Ora uma dessas cassetes, que ouvíamos amiúde, era o extraordinário Marrakech Express dos harmónicos Crosby, Still & Nash. Nada mais natural então do que entrarmos pelas montanhas dentro a caminho de Marrakech.
A viagem até à cidade vermelha decorreu como até ai sem grandes incidentes, exceptuando as estranhas visões de cabras em artístico equilíbrio nos ramos mais altos dos "argans", e os ocasionais grunhidos da amarelinha que tinham recomeçado pouco tempo depois da nossa saída de Casablanca. Nada de preocupante sobretudo depois de um ou dois “cacetes” que o Pedro habilmente ia confeccionando.
Chegámos à dita em pleno Ramadão, e claro que por lá deambulámos, não nos esquecendo de nos perdermos no souk, acabando com as cobras, lagartos e aguadeiros na tão famosa Djema el Fná. Impressionante mesmo, nesse mês de Ramadão, era observar os marroquinos sentados á mesa, prato de harira à sua frente, a aguardar o pranto do almuadem do cimo dos minaretes, a anunciar o fim do jejum. Então, sim. Despencavam-se as colheres na mistura quente, e o semi silêncio abafado da tarde ruía por entre o restolhar de talheres e os "slerps" da comida quente sorvida com apetite.
Ao fim da tarde, lá encontrámos poiso para a nossa carroça, num minúsculo camping onde a principal atracção, como já vinha sendo hábito, foi a nossa música e as inevitáveis “provas” dos diversos “shits” disponíveis e solicitamente oferecidos em troca daquele som tão raro nessas paragens. Tenho de lembrar aos mais novos, que naquela época o que de mais portátil havia eram os auto rádios, e a maior parte dos viajantes da nossa colheita mal tinha dinheiro para se deslocar quanto mais equipar o transporte com tão sofisticados equipamentos, isto para não falar dos que viajavam apenas com uma pequena mochila e um pano que se esticava entre duas árvores para abrigar do eventual cacimbo nocturno.

Those were the days…

Léxico:
Onkyo; marca japonesa de alta-fidelidade (!) já desaparecida.
Chocolate; dispenso-me de explicações que poderiam ainda mais comprometer a minha já fraca credibilidade.

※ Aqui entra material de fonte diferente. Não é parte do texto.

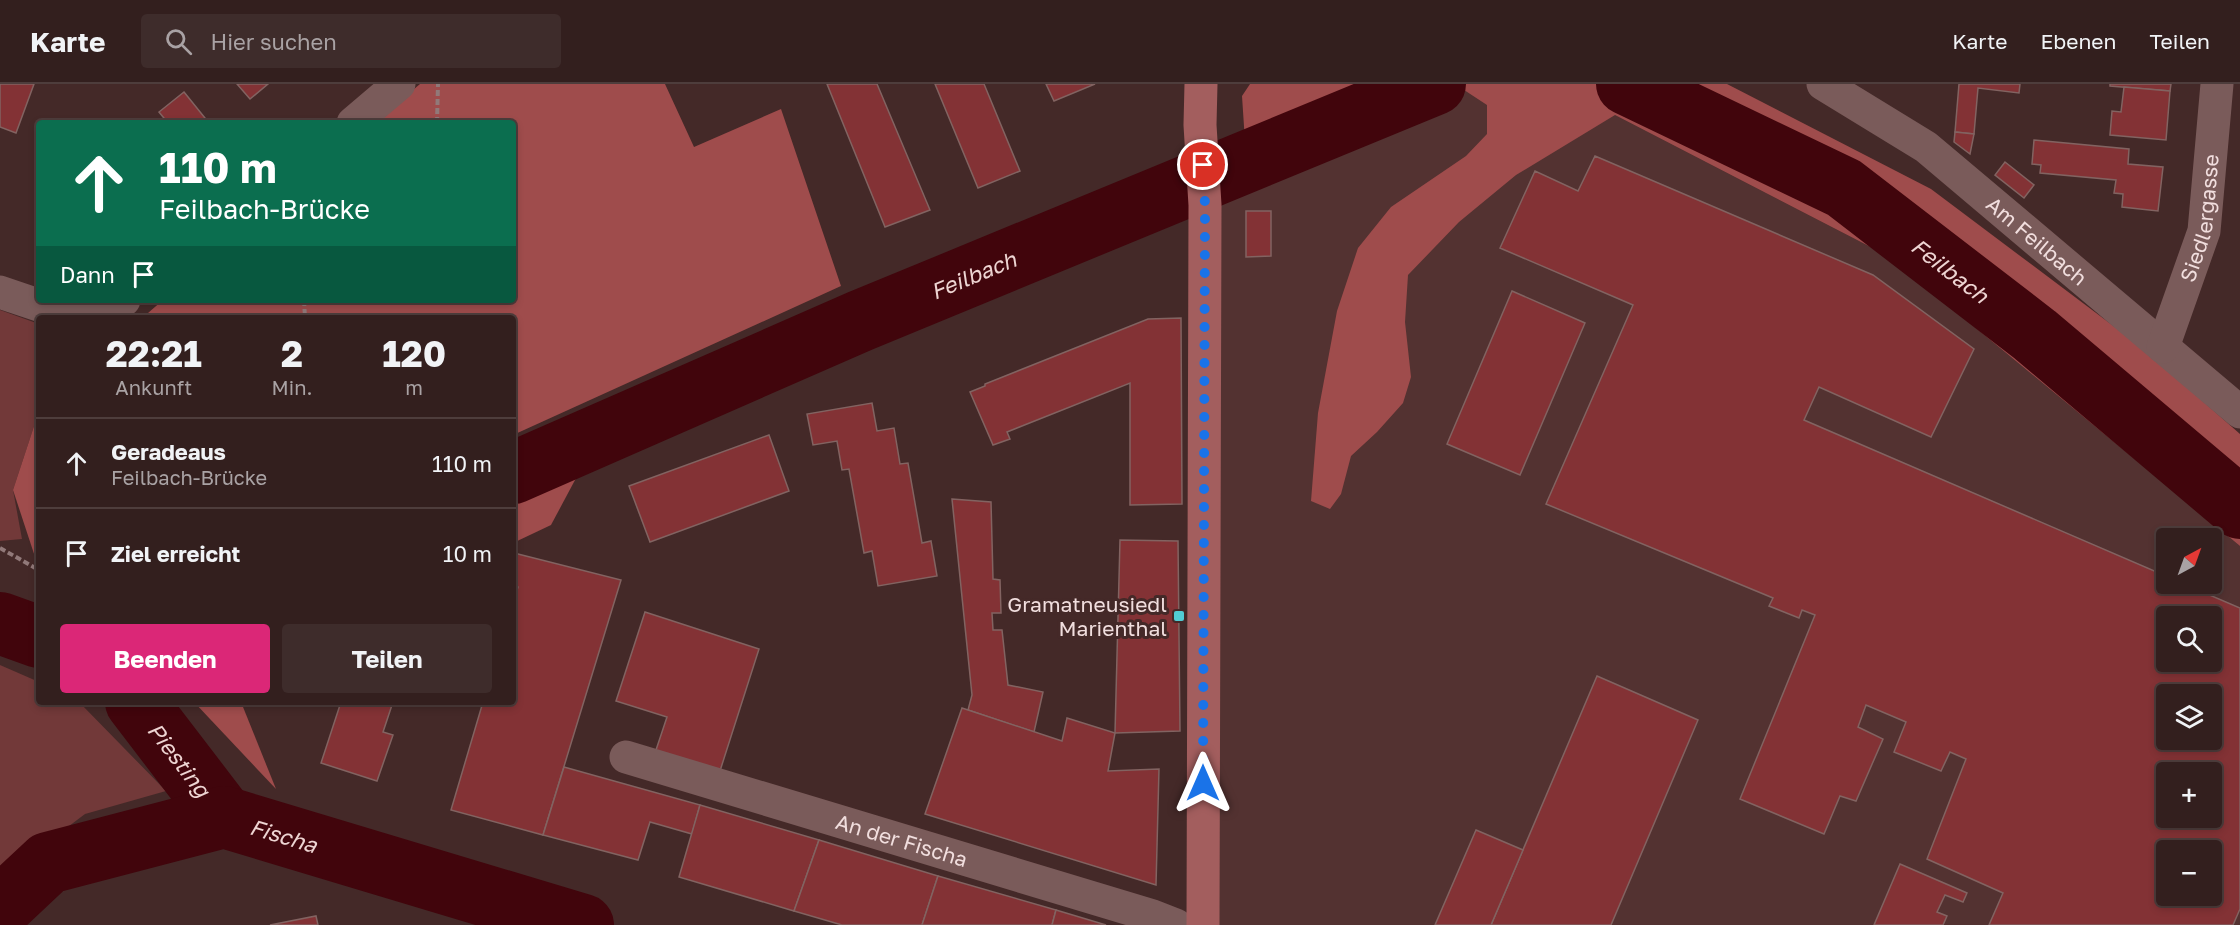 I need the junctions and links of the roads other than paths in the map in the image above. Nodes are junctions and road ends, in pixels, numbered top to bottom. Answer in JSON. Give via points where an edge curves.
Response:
{"nodes":[{"id":1,"x":399,"y":84,"type":"edge"},
{"id":2,"x":1201,"y":84,"type":"edge"},
{"id":3,"x":1823,"y":84,"type":"edge"},
{"id":4,"x":2217,"y":84,"type":"edge"},
{"id":5,"x":357,"y":120,"type":"edge"},
{"id":6,"x":0,"y":292,"type":"edge"},
{"id":7,"x":117,"y":303,"type":"edge"},
{"id":8,"x":2163,"y":347,"type":"junction"},
{"id":9,"x":2240,"y":412,"type":"edge"},
{"id":10,"x":627,"y":757,"type":"dead end"},
{"id":11,"x":1176,"y":925,"type":"edge"},
{"id":12,"x":1203,"y":925,"type":"edge"}],
"edges":[{"from":1,"to":5,"type":"street"},
{"from":2,"to":12,"type":"main road","via":[[1205,205]]},
{"from":3,"to":8,"type":"street","name":"Am Feilbach","via":[[1926,147]]},
{"from":4,"to":8,"type":"street","name":"Siedlergasse","via":[[2204,231]]},
{"from":6,"to":7,"type":"street","via":[[53,310],[97,311]]},
{"from":8,"to":9,"type":"street","name":"Am Feilbach"},
{"from":10,"to":11,"type":"street","name":"An der Fischa"}]}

Invoco as mesmas razões para não “lexicar” o termo “shit” ou “cacete”.
INE; instituto nacional de estatística, onde os adolescentes lisboetas com algumas letras, encontravam emprego temporário na contabilização dos diversos inquéritos.
Lounge; hoje em dia toda a gente sabe o que é.
Espojadoro; local adequado à prática do “espojanço”, vulgo “assapar” ou ainda “acachapar-se” meio sentado, meio reclinado e quase totalmente deitado num sofá ou outra superfície adequada. Não explico mais senão não saímos disto.
Crosby, Still & Nash; e às vezes com o famigerado Young à mistura. Quem não conhece; blasfémia, nada como “u-tubalos” para ouvir como eram.
Argan; árvore parecida com as nossa oliveiras e de cujos fruto se extrai um óleo fabuloso; óleo de argan.
Souk; bairro antigo e tradicional nas cidades árabes dedicado ao comércio.
Djema el Fná; a praça central de Marrakech, adjacente ao souk, e lamentavelmente insuportável nos nossos dias pelo assédio ao turista que ai se pratica.
Harira; sopa marroquina com diversos tipos de confecção, é normalmente espessa constituindo por si só uma refeição, e muito utilizada para ruptura do jejum durante o Ramadão (mês de significado religioso em que se observa o jejum durante o dia).
Almuaden; também conhecido por muezzin, é o religioso encarregue de gritar no cimo dos minaretes a chamada para a oração.
Slerps; interpretação pessoal do som emitido pelo sorver ávido de sopa quente.
Shit; ver “chocolate”.

quinta-feira, 10 de julho de 2008

VOYAGE, VOYAGE...

As primeiras surfadas.

"The wild bunch"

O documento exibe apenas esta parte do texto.